South Carolina Football: What the Gamecocks' New Year's Resolutions should be
By Kevin Miller
South Carolina Football New Year's Resolutions:
Win Back the Fanbase
After the 2022 season, South Carolina football fans were among the most satisfied in the nation. The Gamecocks had just won 8 games (two years after going 4-8 and 2-8 in back-to-back seasons), and the final two wins of that season kept hated rivals Clemson and Tennessee out of the College Football Playoff. Despised offensive coordinator Marcus Satterfield was gone, and stars Spencer Rattler and Juice Wells were returning to Columbia.
Then 2023 happened.
As Wells got hurt, the offensive line was broken, the defense stunk, and the running game was non-existent, fans' views of the program soured. A lot of players (though, admittedly, not a lot of difference-makers) left the program through the transfer portal. Even the recruiting class wasn't immune from problems as a class that seemed destined for a top-10 ranking didn't add much new talent in the final months of the process.
Shane Beamer's general positivity annoyed fans. His moments of negativity annoyed fans. His foot breaking on a Gatorade cooler after a late-game collapse to lose to Florida annoyed fans. Really, though, it was the losing that got under the skin of the Gamecock faithful. USC's 2-6 start to the year had all but the most optimistic Gamecocks with an anxiety that hadn't been felt since Will Muschamp prowled the sidelines at Williams-Brice Stadium.

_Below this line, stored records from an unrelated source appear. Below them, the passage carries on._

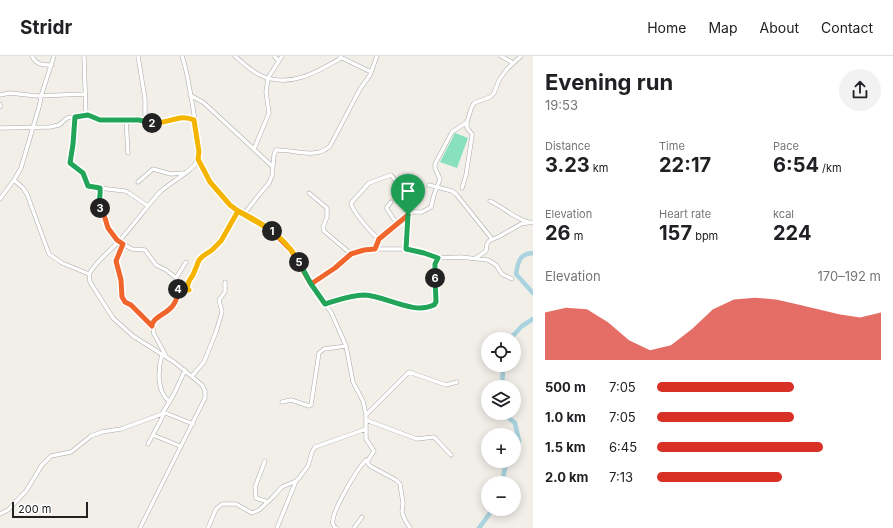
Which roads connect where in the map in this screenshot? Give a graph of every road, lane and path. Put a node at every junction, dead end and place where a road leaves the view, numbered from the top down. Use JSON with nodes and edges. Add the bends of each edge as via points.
{"nodes":[{"id":1,"x":32,"y":56,"type":"edge"},
{"id":2,"x":54,"y":56,"type":"edge"},
{"id":3,"x":84,"y":56,"type":"edge"},
{"id":4,"x":138,"y":56,"type":"edge"},
{"id":5,"x":182,"y":56,"type":"edge"},
{"id":6,"x":235,"y":56,"type":"edge"},
{"id":7,"x":274,"y":56,"type":"edge"},
{"id":8,"x":282,"y":56,"type":"edge"},
{"id":9,"x":377,"y":56,"type":"edge"},
{"id":10,"x":501,"y":56,"type":"edge"},
{"id":11,"x":521,"y":56,"type":"edge"},
{"id":12,"x":340,"y":57,"type":"edge"},
{"id":13,"x":278,"y":60,"type":"junction"},
{"id":14,"x":513,"y":63,"type":"junction"},
{"id":15,"x":52,"y":65,"type":"junction"},
{"id":16,"x":371,"y":72,"type":"junction"},
{"id":17,"x":268,"y":78,"type":"junction"},
{"id":18,"x":85,"y":94,"type":"junction"},
{"id":19,"x":0,"y":95,"type":"edge"},
{"id":20,"x":190,"y":95,"type":"junction"},
{"id":21,"x":41,"y":96,"type":"junction"},
{"id":22,"x":86,"y":115,"type":"junction"},
{"id":23,"x":75,"y":117,"type":"junction"},
{"id":24,"x":126,"y":119,"type":"junction"},
{"id":25,"x":145,"y":120,"type":"junction"},
{"id":26,"x":194,"y":120,"type":"junction"},
{"id":27,"x":467,"y":122,"type":"junction"},
{"id":28,"x":0,"y":128,"type":"edge"},
{"id":29,"x":33,"y":128,"type":"junction"},
{"id":30,"x":254,"y":149,"type":"junction"},
{"id":31,"x":128,"y":153,"type":"dead end"},
{"id":32,"x":198,"y":159,"type":"junction"},
{"id":33,"x":272,"y":166,"type":"junction"},
{"id":34,"x":185,"y":173,"type":"junction"},
{"id":35,"x":14,"y":180,"type":"junction"},
{"id":36,"x":138,"y":182,"type":"dead end"},
{"id":37,"x":429,"y":185,"type":"dead end"},
{"id":38,"x":100,"y":188,"type":"junction"},
{"id":39,"x":437,"y":188,"type":"junction"},
{"id":40,"x":462,"y":188,"type":"dead end"},
{"id":41,"x":309,"y":194,"type":"dead end"},
{"id":42,"x":0,"y":199,"type":"edge"},
{"id":43,"x":490,"y":200,"type":"dead end"},
{"id":44,"x":391,"y":202,"type":"dead end"},
{"id":45,"x":148,"y":206,"type":"junction"},
{"id":46,"x":238,"y":211,"type":"junction"},
{"id":47,"x":244,"y":214,"type":"junction"},
{"id":48,"x":408,"y":215,"type":"junction"},
{"id":49,"x":531,"y":222,"type":"edge"},
{"id":50,"x":397,"y":224,"type":"junction"},
{"id":51,"x":379,"y":239,"type":"junction"},
{"id":52,"x":492,"y":239,"type":"junction"},
{"id":53,"x":121,"y":243,"type":"junction"},
{"id":54,"x":375,"y":249,"type":"junction"},
{"id":55,"x":406,"y":249,"type":"junction"},
{"id":56,"x":351,"y":254,"type":"junction"},
{"id":57,"x":438,"y":258,"type":"junction"},
{"id":58,"x":475,"y":258,"type":"junction"},
{"id":59,"x":186,"y":262,"type":"dead end"},
{"id":60,"x":89,"y":274,"type":"junction"},
{"id":61,"x":176,"y":278,"type":"junction"},
{"id":62,"x":512,"y":279,"type":"dead end"},
{"id":63,"x":225,"y":282,"type":"dead end"},
{"id":64,"x":311,"y":284,"type":"junction"},
{"id":65,"x":178,"y":288,"type":"junction"},
{"id":66,"x":325,"y":304,"type":"junction"},
{"id":67,"x":152,"y":326,"type":"junction"},
{"id":68,"x":346,"y":346,"type":"junction"},
{"id":69,"x":162,"y":354,"type":"junction"},
{"id":70,"x":166,"y":357,"type":"junction"},
{"id":71,"x":185,"y":370,"type":"junction"},
{"id":72,"x":192,"y":376,"type":"junction"},
{"id":73,"x":457,"y":382,"type":"dead end"},
{"id":74,"x":170,"y":402,"type":"junction"},
{"id":75,"x":282,"y":402,"type":"dead end"},
{"id":76,"x":163,"y":412,"type":"junction"},
{"id":77,"x":366,"y":418,"type":"junction"},
{"id":78,"x":193,"y":424,"type":"junction"},
{"id":79,"x":366,"y":429,"type":"junction"},
{"id":80,"x":153,"y":436,"type":"junction"},
{"id":81,"x":148,"y":444,"type":"dead end"},
{"id":82,"x":180,"y":446,"type":"junction"},
{"id":83,"x":451,"y":454,"type":"dead end"},
{"id":84,"x":366,"y":460,"type":"junction"},
{"id":85,"x":265,"y":461,"type":"dead end"},
{"id":86,"x":296,"y":481,"type":"junction"},
{"id":87,"x":268,"y":502,"type":"junction"},
{"id":88,"x":0,"y":514,"type":"edge"},
{"id":89,"x":362,"y":517,"type":"dead end"},
{"id":90,"x":140,"y":528,"type":"edge"},
{"id":91,"x":208,"y":528,"type":"edge"},
{"id":92,"x":277,"y":528,"type":"edge"},
{"id":93,"x":336,"y":528,"type":"edge"},
{"id":94,"x":354,"y":528,"type":"edge"},
{"id":95,"x":410,"y":528,"type":"edge"}],
"edges":[{"from":1,"to":15,"type":"street","via":[[37,63]]},
{"from":2,"to":15,"type":"street"},
{"from":3,"to":18,"type":"street"},
{"from":4,"to":25,"type":"street","via":[[145,99]]},
{"from":5,"to":20,"type":"street"},
{"from":6,"to":17,"type":"street","via":[[261,76]]},
{"from":7,"to":13,"type":"street"},
{"from":8,"to":13,"type":"street"},
{"from":9,"to":16,"type":"street"},
{"from":10,"to":14,"type":"street"},
{"from":11,"to":14,"type":"street"},
{"from":12,"to":16,"type":"street"},
{"from":12,"to":17,"type":"street","via":[[312,73],[292,80]]},
{"from":13,"to":17,"type":"street"},
{"from":14,"to":27,"type":"street","via":[[499,80],[492,95],[474,103]]},
{"from":15,"to":21,"type":"street"},
{"from":16,"to":33,"type":"street","via":[[328,147],[310,153],[276,150]]},
{"from":17,"to":30,"type":"street","via":[[268,118]]},
{"from":18,"to":21,"type":"street"},
{"from":18,"to":22,"type":"street"},
{"from":19,"to":21,"type":"street","via":[[10,93]]},
{"from":20,"to":26,"type":"street"},
{"from":20,"to":30,"type":"street","via":[[204,103]]},
{"from":21,"to":29,"type":"street"},
{"from":22,"to":23,"type":"street"},
{"from":22,"to":24,"type":"street","via":[[100,120]]},
{"from":23,"to":29,"type":"street","via":[[67,118],[55,126]]},
{"from":23,"to":38,"type":"street","via":[[70,163],[83,173],[88,186]]},
{"from":24,"to":25,"type":"street"},
{"from":24,"to":31,"type":"street"},
{"from":25,"to":26,"type":"street","via":[[159,123],[185,116]]},
{"from":26,"to":32,"type":"street"},
{"from":27,"to":39,"type":"street","via":[[452,132],[435,164],[440,179]]},
{"from":27,"to":40,"type":"street","via":[[467,129],[472,136]]},
{"from":28,"to":29,"type":"street"},
{"from":29,"to":35,"type":"street","via":[[21,168]]},
{"from":30,"to":33,"type":"street"},
{"from":32,"to":34,"type":"street"},
{"from":32,"to":46,"type":"street","via":[[210,182]]},
{"from":33,"to":47,"type":"street","via":[[269,183]]},
{"from":34,"to":36,"type":"street","via":[[171,174],[153,169]]},
{"from":34,"to":45,"type":"street","via":[[160,192]]},
{"from":35,"to":42,"type":"street"},
{"from":35,"to":60,"type":"street","via":[[27,194],[49,254]]},
{"from":37,"to":39,"type":"street"},
{"from":38,"to":45,"type":"street","via":[[129,193]]},
{"from":38,"to":53,"type":"street","via":[[98,202],[101,210],[108,228]]},
{"from":39,"to":48,"type":"street","via":[[431,208]]},
{"from":39,"to":52,"type":"street","via":[[452,191],[459,196]]},
{"from":41,"to":56,"type":"street","via":[[327,208],[327,218],[322,227],[324,230]]},
{"from":43,"to":49,"type":"street","via":[[515,217]]},
{"from":44,"to":50,"type":"street","via":[[387,209]]},
{"from":45,"to":53,"type":"street"},
{"from":46,"to":47,"type":"street"},
{"from":46,"to":65,"type":"street","via":[[221,241],[199,260],[189,281],[189,290]]},
{"from":47,"to":64,"type":"street","via":[[283,240]]},
{"from":48,"to":50,"type":"street"},
{"from":48,"to":51,"type":"street","via":[[405,194],[391,175],[369,183],[351,205]]},
{"from":48,"to":55,"type":"street"},
{"from":49,"to":52,"type":"street","via":[[521,224]]},
{"from":50,"to":51,"type":"street"},
{"from":51,"to":54,"type":"street"},
{"from":52,"to":58,"type":"street","via":[[487,242],[486,251]]},
{"from":53,"to":60,"type":"street","via":[[100,259]]},
{"from":53,"to":61,"type":"street","via":[[132,249],[145,250],[156,265]]},
{"from":53,"to":67,"type":"street","via":[[116,261],[122,297]]},
{"from":54,"to":55,"type":"street"},
{"from":54,"to":56,"type":"street"},
{"from":55,"to":57,"type":"street"},
{"from":56,"to":64,"type":"street"},
{"from":57,"to":58,"type":"street"},
{"from":57,"to":66,"type":"street","via":[[435,264],[436,302],[432,306],[412,307],[366,295],[346,297]]},
{"from":58,"to":62,"type":"street","via":[[492,262],[502,274]]},
{"from":59,"to":61,"type":"street"},
{"from":60,"to":69,"type":"street","via":[[90,282],[113,318],[133,336]]},
{"from":61,"to":65,"type":"street"},
{"from":63,"to":72,"type":"street","via":[[225,292],[219,300],[222,312],[216,332],[204,362]]},
{"from":64,"to":66,"type":"street"},
{"from":65,"to":67,"type":"street","via":[[173,307],[154,319]]},
{"from":66,"to":68,"type":"street"},
{"from":67,"to":70,"type":"street","via":[[156,340]]},
{"from":68,"to":75,"type":"street","via":[[324,349],[319,353],[309,406],[291,400]]},
{"from":68,"to":77,"type":"street","via":[[352,380],[363,401]]},
{"from":69,"to":70,"type":"street"},
{"from":69,"to":74,"type":"street","via":[[161,389]]},
{"from":70,"to":71,"type":"street"},
{"from":71,"to":72,"type":"street"},
{"from":71,"to":74,"type":"street"},
{"from":72,"to":78,"type":"street","via":[[205,391],[205,398]]},
{"from":73,"to":77,"type":"street","via":[[446,385],[409,372]]},
{"from":74,"to":76,"type":"street"},
{"from":76,"to":78,"type":"street"},
{"from":76,"to":80,"type":"street"},
{"from":76,"to":88,"type":"street","via":[[121,430],[91,436],[71,452],[51,456],[42,465],[26,491],[8,510]]},
{"from":77,"to":79,"type":"street"},
{"from":77,"to":83,"type":"street","via":[[417,439],[434,437]]},
{"from":78,"to":82,"type":"street"},
{"from":79,"to":84,"type":"street","via":[[367,441],[374,450]]},
{"from":79,"to":86,"type":"street","via":[[315,447],[308,466]]},
{"from":80,"to":81,"type":"street"},
{"from":80,"to":82,"type":"street"},
{"from":82,"to":90,"type":"street"},
{"from":84,"to":93,"type":"street","via":[[335,512],[333,523]]},
{"from":84,"to":95,"type":"street","via":[[370,466],[400,484],[402,512]]},
{"from":85,"to":87,"type":"street","via":[[254,491],[256,498]]},
{"from":86,"to":87,"type":"street","via":[[282,487]]},
{"from":86,"to":92,"type":"street"},
{"from":87,"to":91,"type":"street","via":[[252,513],[236,504],[222,504],[216,509]]},
{"from":89,"to":94,"type":"street"}]}
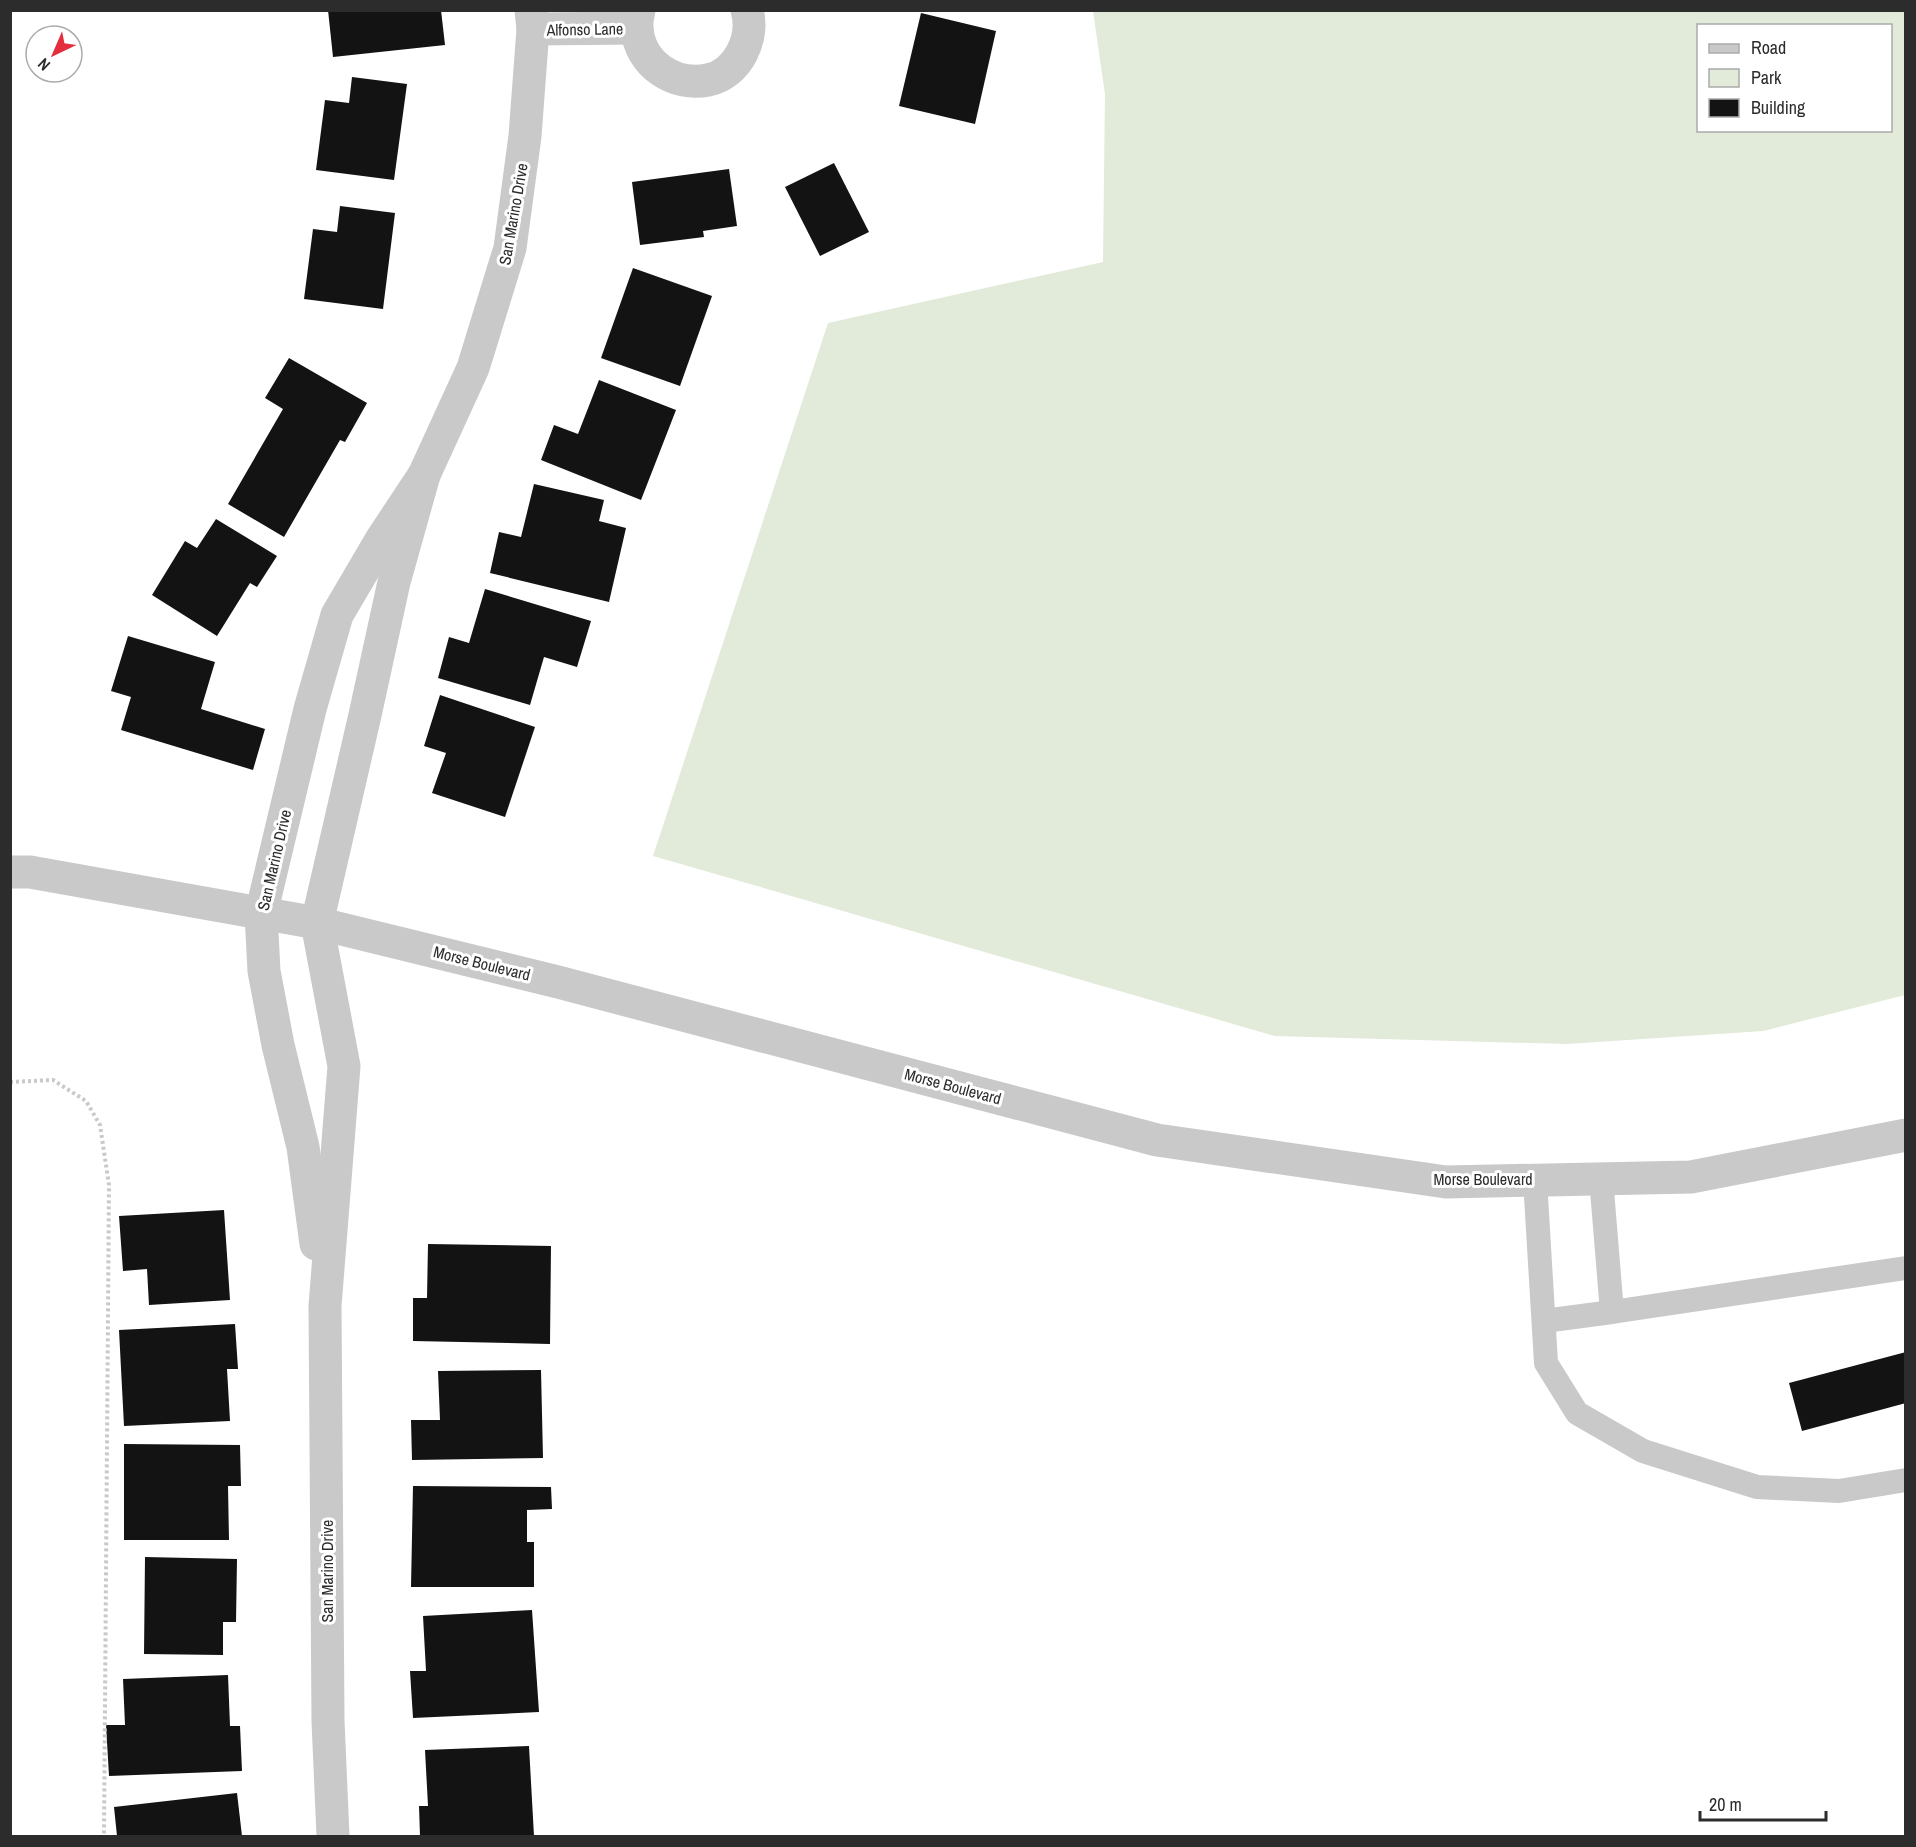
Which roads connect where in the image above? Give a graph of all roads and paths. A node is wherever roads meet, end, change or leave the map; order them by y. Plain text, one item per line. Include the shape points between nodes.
1 (747, 10) edge
2 (638, 19) edge
3 (532, 20) edge
4 (424, 475) junction
5 (10, 872) edge
6 (261, 914) junction
7 (317, 923) junction
8 (10, 1082) edge
9 (1905, 1136) edge
10 (1601, 1178) junction
11 (1536, 1180) junction
12 (1905, 1268) edge
13 (324, 1306) junction
14 (1612, 1312) junction
15 (1544, 1321) junction
16 (1905, 1480) edge
17 (104, 1836) edge
18 (333, 1836) edge

1 - 2 street, Alfonso Lane via 750,22 746,47 731,67 709,80 684,81 660,71 643,52
2 - 3 street, Alfonso Lane
3 - 4 street, San Marino Drive via 525,136 510,248 473,368
4 - 6 street, San Marino Drive via 337,615 310,709
4 - 7 street, San Marino Drive via 394,582
5 - 6 street, Morse Boulevard via 30,872
6 - 7 street, Morse Boulevard
6 - 13 street, San Marino Drive via 264,971 303,1147
7 - 11 street, Morse Boulevard via 558,982 1157,1140 1446,1182
7 - 13 street, San Marino Drive via 344,1066
8 - 17 path via 53,1080 86,1101 100,1125 109,1185
9 - 10 street, Morse Boulevard via 1691,1177
10 - 11 street, Morse Boulevard
10 - 14 lane
11 - 15 lane
12 - 14 lane
13 - 18 street, San Marino Drive via 328,1721
14 - 15 lane
15 - 16 lane via 1546,1363 1577,1413 1644,1451 1757,1486 1839,1491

"Find some joy," originally taken positively by the fanbase, became a point of mockery, and Beamer's poor track record with hiring and firing some assistant coaches made the season seem that much more lost.
Thankfully, the Gamecocks won 3 of their last 4 to avoid utter disaster, and there are some signs of potential positivity heading into 2024 (another good recruiting class, LaNorris Sellers, needed transfer portal additions, and a slightly easier schedule that might be ranked 5th-hardest in the country instead of 1st).
Missing out on a bowl game has ended the "honeymoon phase" for Beamer, but he can win back the ever-hungry South Carolina football fanbase with a good season in 2024. No one should expect 10 wins, but if USC can return to a bowl and look competitive in their toughest games against Alabama, Ole Miss, LSU, and Oklahoma, the young talent should be ready to lead the program to a leap forward in 2025.
Winning back the universal (or almost universal) approval of the fanbase just takes two things in Columbia: win some games and offer some hope that it can continue. Resolving to win isn't exactly a revolutionary concept, but that commitment is needed for the Gamecocks.